JCB: Imagínate que hubiera que colgar una obra tuya en el Museo Nacional de Bellas Artes. ¿Dónde la colocarías?


J.M.P: Pues me imagino que tendrán que abrir una nueva sala para nosotros, los artistas cubanos que no somos cubanos. Hace poco puse una obra mía en Facebook y hubo un comentario muy gracioso de alguien que decía “¡Qué bueno, un pintor cubano que no pinta arte cubano”! (Risas). Si te soy sincero, yo me siento al margen de esa problemática. Pero me parece injusto con ciertas personas que han realizado una buena parte de su trabajo fuera de Cuba y, sin embargo, están creando una obra muy buena y muy válida. Yo creo que se debería revindicar ese arte que, por circunstancias extraartísticas se ha hecho fuera de Cuba. No sé si esto viene por parte de los coleccionistas o de los propios artistas, pero es un fenómeno muy cubano decidir qué es o no es cubano (Risas). Si te soy sincero, no sé cómo contestarte ese pregunta. Supongo que algún día se creará una sala de artistas cubanos que pintan como si no lo fueran (Risas), o que hacen arte como si no lo fuera. Yo soy cubano hasta donde puedo. El resto es la obra y mi propia circunstancia lo que me va determinando.


JCB: ¿Te haría ilusión exponer en La Habana?


J.M.P: Más que ilusión, sería un reto y una de las cosas más significativas de lo que he hecho hasta ahora. Ya que no lo he hecho todavía, evidentemente sería una cosa bastante importante para mí. Curiosamente ahora estoy haciendo una serie basada en ese texto de Sartre “Huracán sobre el azúcar”. Más que el texto en sí, lo que me interesa es la frase. Trata de esa situación externa de algo que viene, de algo que se anuncia, de algo que se espera y que creo que funciona bien como metáfora de la historia de Cuba. Alude a algo cíclico que pasa y lo que deja cuando pasa, en el sentido de la supervivencia que queda cuando superas un huracán, ¿no? Pienso que esa familiaridad con este fenómeno marca mucho la psiquis del cubano. Ese momento de crecerse ante una adversidad.
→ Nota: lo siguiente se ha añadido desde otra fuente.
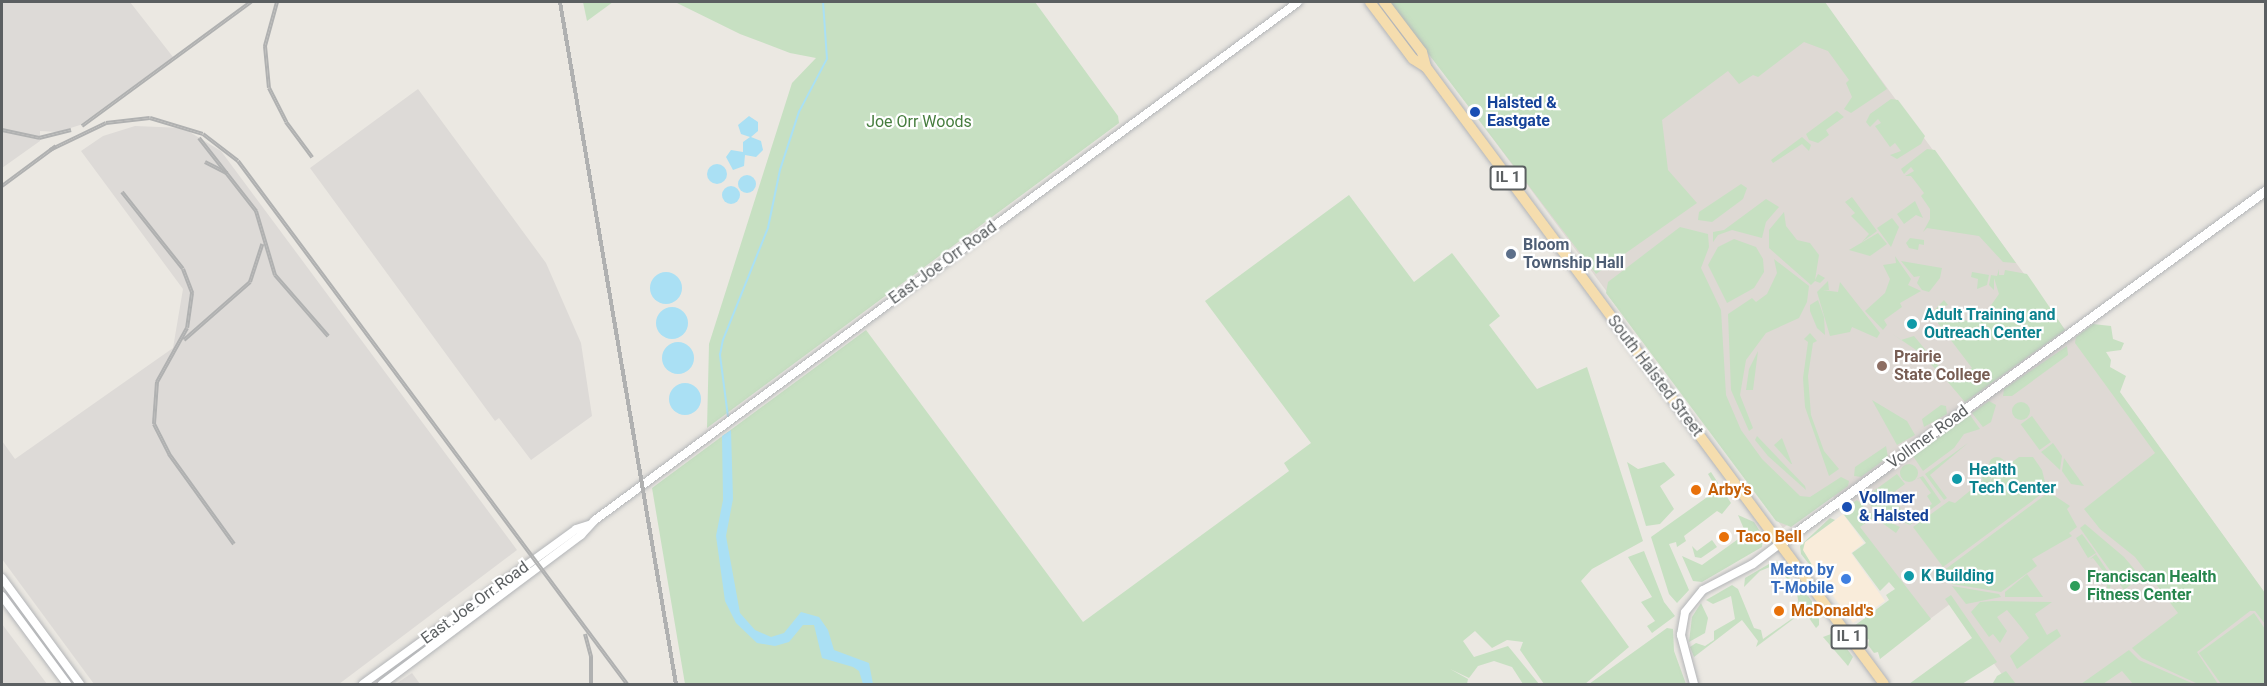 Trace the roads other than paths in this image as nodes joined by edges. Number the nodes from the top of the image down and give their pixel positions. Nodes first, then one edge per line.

Por genialidad pura me imagino que Sartre llegó a esta conclusión resumida en una frase fantástica “Huracán sobre el azúcar”. Sólo los primeros cinco minutos de “Memorias del subdesarrollo” pueden superar en imagen esa otra imagen sartreana sobre Cuba. No conozco una frase, venida de fuera, que sea tan perfecta para definir al cubano y a esa psiquis nacional. Será la primera vez que toco un tema tan directamente cubano y es una experiencia muy curiosa por todo lo que me ha pasado hasta ahora como artista. Espero que se pueda ver en La Habana.